Mississippi Valley Tours

Burlington offered Chicago residents three one- and two-day tours every weekend during the summer of 1964. One tour went 239 miles up the Mississippi River on the Twin Zephyrs to Prairie du Chien, where passengers had about 6-1/2 hours to enjoy various parks and museums highlighted by a boat tour through Spook Cave, the “longest subterranean water tour in America.” This cost $16.35 (nearly $100 today), including transportation, lunch, dinner, and various park entry fees.


Click image to download a 4.0-MB PDF of this brochure.
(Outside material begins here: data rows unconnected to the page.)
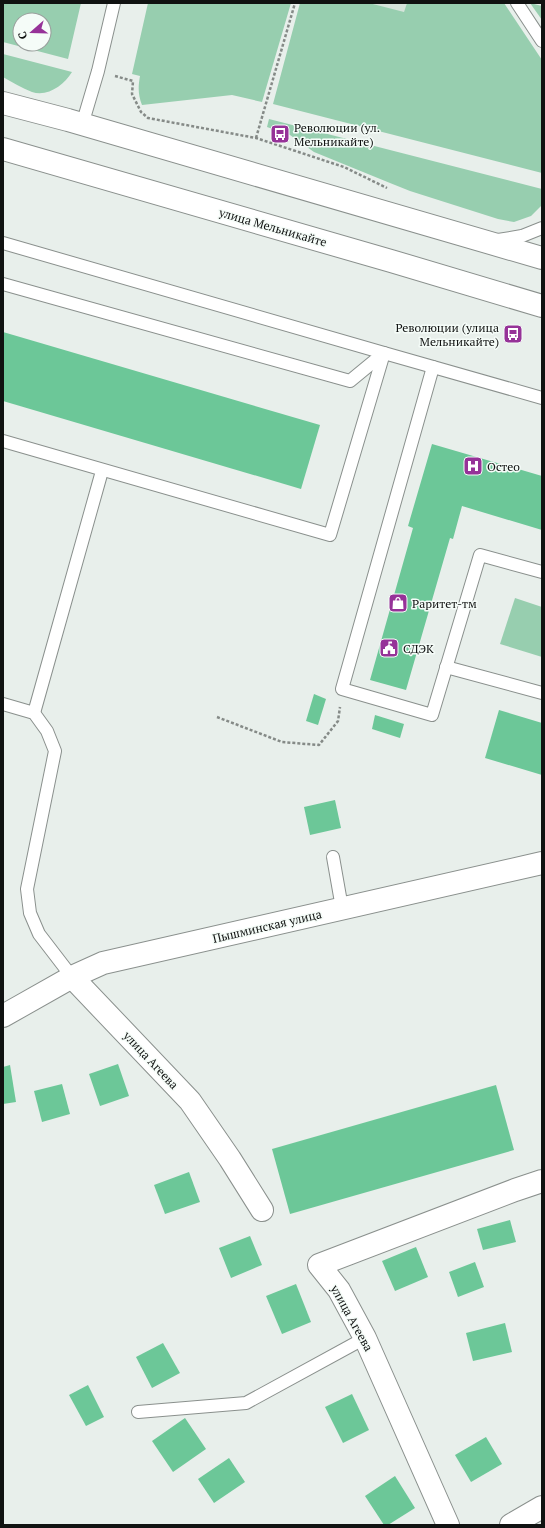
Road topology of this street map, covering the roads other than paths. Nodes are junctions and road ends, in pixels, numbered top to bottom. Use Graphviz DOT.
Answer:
graph roads {
  1 [pos="114,3"];
  2 [pos="517,3"];
  3 [pos="542,41"];
  4 [pos="3,93"];
  5 [pos="3,104"];
  6 [pos="75,123"];
  7 [pos="3,149"];
  8 [pos="542,228"];
  9 [pos="484,241"];
  10 [pos="3,243"];
  11 [pos="542,258"];
  12 [pos="3,284"];
  13 [pos="542,306"];
  14 [pos="384,353"];
  15 [pos="433,367"];
  16 [pos="542,398"];
  17 [pos="3,441"];
  18 [pos="102,470"];
  19 [pos="542,572"];
  20 [pos="446,667"];
  21 [pos="542,693"];
  22 [pos="3,704"];
  23 [pos="34,713"];
  24 [pos="333,857"];
  25 [pos="542,863"];
  26 [pos="342,908"];
  27 [pos="72,976"];
  28 [pos="3,1016"];
  29 [pos="542,1182"];
  30 [pos="262,1210"];
  31 [pos="365,1338"];
  32 [pos="138,1412"];
  33 [pos="542,1507"];
  34 [pos="448,1525"];
  35 [pos="511,1525"];
  1 -- 6 [label="lane"];
  2 -- 3 [label="lane"];
  4 -- 6 [label="street"];
  5 -- 6 [label="street"];
  6 -- 9 [label="street"];
  7 -- 13 [label="street, улица Мельникайте"];
  8 -- 9 [label="lane"];
  9 -- 11 [label="street"];
  10 -- 14 [label="lane"];
  12 -- 14 [label="lane"];
  14 -- 15 [label="lane"];
  14 -- 18 [label="lane"];
  15 -- 16 [label="lane"];
  15 -- 20 [label="lane"];
  17 -- 18 [label="lane"];
  18 -- 23 [label="lane"];
  19 -- 20 [label="lane"];
  20 -- 21 [label="lane"];
  22 -- 23 [label="lane"];
  23 -- 27 [label="lane"];
  24 -- 26 [label="lane"];
  25 -- 26 [label="street, Пышминская улица"];
  26 -- 27 [label="street, Пышминская улица"];
  27 -- 28 [label="street, Пышминская улица"];
  27 -- 30 [label="street, улица Агеева"];
  29 -- 31 [label="street, улица Агеева"];
  31 -- 32 [label="lane"];
  31 -- 34 [label="street, улица Агеева"];
  33 -- 35 [label="street"];
}
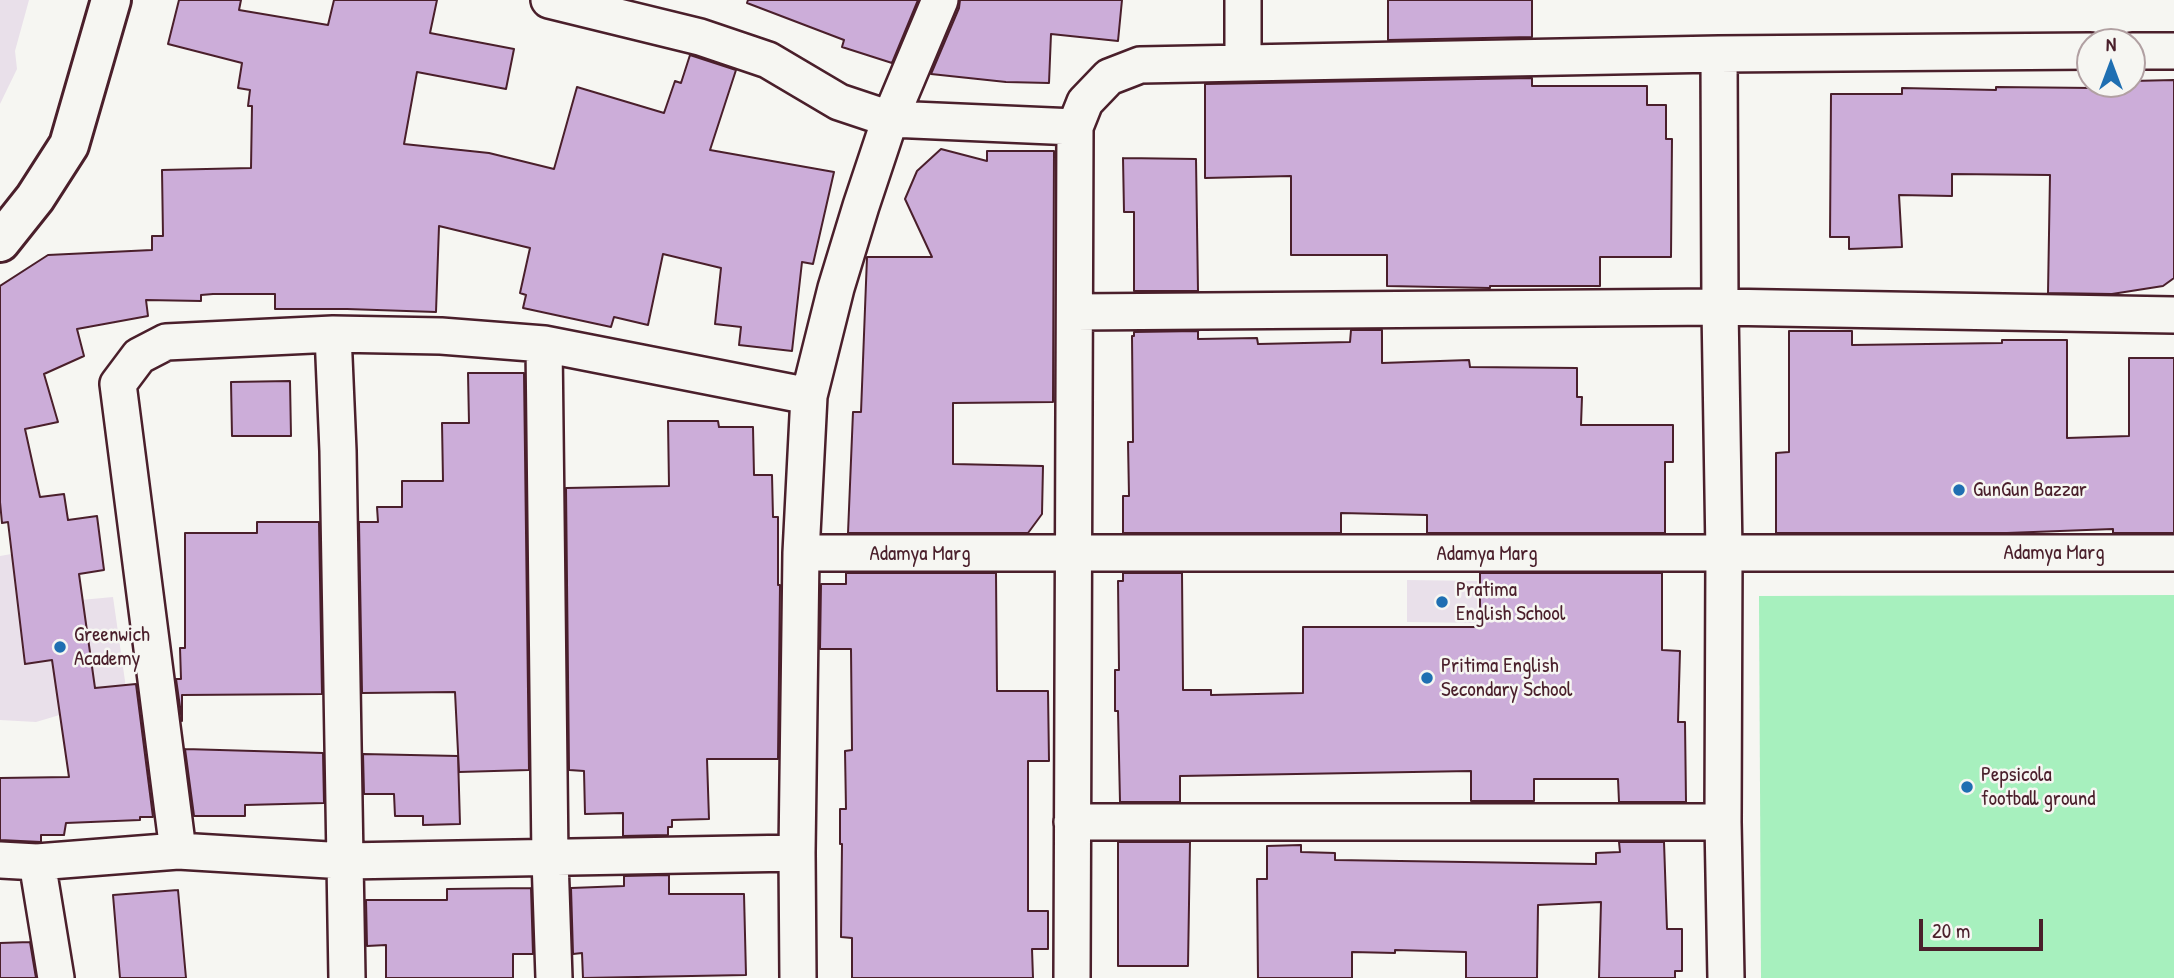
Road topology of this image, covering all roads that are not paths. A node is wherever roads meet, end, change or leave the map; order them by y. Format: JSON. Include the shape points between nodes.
{"nodes":[{"id":1,"x":111,"y":0,"type":"edge"},
{"id":2,"x":549,"y":0,"type":"edge"},
{"id":3,"x":940,"y":0,"type":"edge"},
{"id":4,"x":1243,"y":0,"type":"edge"},
{"id":5,"x":2076,"y":51,"type":"edge"},
{"id":6,"x":2146,"y":51,"type":"edge"},
{"id":7,"x":2174,"y":51,"type":"edge"},
{"id":8,"x":1719,"y":54,"type":"junction"},
{"id":9,"x":1243,"y":62,"type":"junction"},
{"id":10,"x":890,"y":119,"type":"junction"},
{"id":11,"x":1075,"y":127,"type":"junction"},
{"id":12,"x":0,"y":242,"type":"edge"},
{"id":13,"x":1720,"y":307,"type":"junction"},
{"id":14,"x":1076,"y":312,"type":"junction"},
{"id":15,"x":2174,"y":315,"type":"edge"},
{"id":16,"x":333,"y":334,"type":"junction"},
{"id":17,"x":544,"y":345,"type":"junction"},
{"id":18,"x":809,"y":396,"type":"junction"},
{"id":19,"x":801,"y":553,"type":"junction"},
{"id":20,"x":1724,"y":553,"type":"junction"},
{"id":21,"x":2174,"y":553,"type":"edge"},
{"id":22,"x":1074,"y":554,"type":"junction"},
{"id":23,"x":1072,"y":822,"type":"junction"},
{"id":24,"x":1723,"y":822,"type":"junction"},
{"id":25,"x":178,"y":851,"type":"junction"},
{"id":26,"x":797,"y":853,"type":"junction"},
{"id":27,"x":550,"y":859,"type":"junction"},
{"id":28,"x":0,"y":860,"type":"edge"},
{"id":29,"x":37,"y":862,"type":"junction"},
{"id":30,"x":345,"y":862,"type":"junction"},
{"id":31,"x":56,"y":978,"type":"edge"},
{"id":32,"x":347,"y":978,"type":"edge"},
{"id":33,"x":554,"y":978,"type":"edge"},
{"id":34,"x":798,"y":978,"type":"edge"},
{"id":35,"x":1072,"y":978,"type":"edge"},
{"id":36,"x":1726,"y":978,"type":"edge"}],
"edges":[{"from":1,"to":12,"type":"main road","via":[[69,145]]},
{"from":2,"to":10,"type":"street","via":[[700,37],[768,60],[839,102]]},
{"from":3,"to":10,"type":"street"},
{"from":4,"to":9,"type":"street"},
{"from":5,"to":8,"type":"street"},
{"from":6,"to":7,"type":"street"},
{"from":8,"to":9,"type":"street"},
{"from":8,"to":13,"type":"street"},
{"from":9,"to":11,"type":"street","via":[[1140,65],[1109,78],[1085,102]]},
{"from":10,"to":11,"type":"street"},
{"from":10,"to":18,"type":"street","via":[[836,288]]},
{"from":11,"to":14,"type":"street"},
{"from":13,"to":14,"type":"street"},
{"from":13,"to":15,"type":"street"},
{"from":13,"to":20,"type":"street"},
{"from":14,"to":22,"type":"street"},
{"from":16,"to":17,"type":"street","via":[[441,336]]},
{"from":16,"to":25,"type":"street","via":[[166,342],[139,356],[118,384]]},
{"from":16,"to":30,"type":"street"},
{"from":17,"to":18,"type":"street"},
{"from":17,"to":27,"type":"street"},
{"from":18,"to":19,"type":"street"},
{"from":19,"to":22,"type":"street","name":"Adamya Marg"},
{"from":19,"to":26,"type":"street"},
{"from":20,"to":21,"type":"street","name":"Adamya Marg"},
{"from":20,"to":22,"type":"street","name":"Adamya Marg"},
{"from":20,"to":24,"type":"street"},
{"from":22,"to":23,"type":"street"},
{"from":23,"to":24,"type":"street"},
{"from":23,"to":35,"type":"street"},
{"from":24,"to":36,"type":"street"},
{"from":25,"to":29,"type":"street"},
{"from":25,"to":30,"type":"street"},
{"from":26,"to":27,"type":"street"},
{"from":26,"to":34,"type":"street"},
{"from":27,"to":30,"type":"street"},
{"from":27,"to":33,"type":"street"},
{"from":28,"to":29,"type":"street"},
{"from":29,"to":31,"type":"street"},
{"from":30,"to":32,"type":"street"}]}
A second one-day tour went just 184 miles to East Dubuque, allowing passengers more than eight hours to enjoy a paddle-wheel cruise and various parks and historic sites. This tour cost just $12.90 (about $75 today), including transportation, a bus tour, the boat cruise, lunch, and dinner.

The third tour took the Nebraska Zephyr to Burlington, then a bus trip to Quincy that included a sightseeing tour of Nauvoo, which was a “Mormon settlement from 1839 to 1846.” After spending the night in Quincy, the bus tour continued to Hannibal, where passengers went on a paddle-wheel cruise, and finally returned from West Quincy to Chicago on the Kansas City Zephyr. Including all transportation, hotel in Quincy, and most meals (including lunch on the Nebraska Zephyr but apparently not dinner on the Kansas City Zephyr), the fare for this trip was $31.03 (about $180 today).


Burlington ran lots of “iron horse specials” in the early 1960s. In May, 1964, the railroad painted 4-8-4 locomotive 5632 gold to celebrate the 100th anniversary of its Chicago-Aurora line. On May 23, the locomotive pulled a train of 22 double-deck commuter cars filled with 3,500 passengers, the most ever carried in any American passenger train up to that point, and probably since then as well.

The brochure also announces, but does providing prices for, a “weekend tour of the month” each month from June through September. The June tour, for example, is an “Iron Horse Special” “behind a real steam locomotive to Savanna, Illinois, then on a Mississippi River Paddle Wheeler to Bellvue Park.”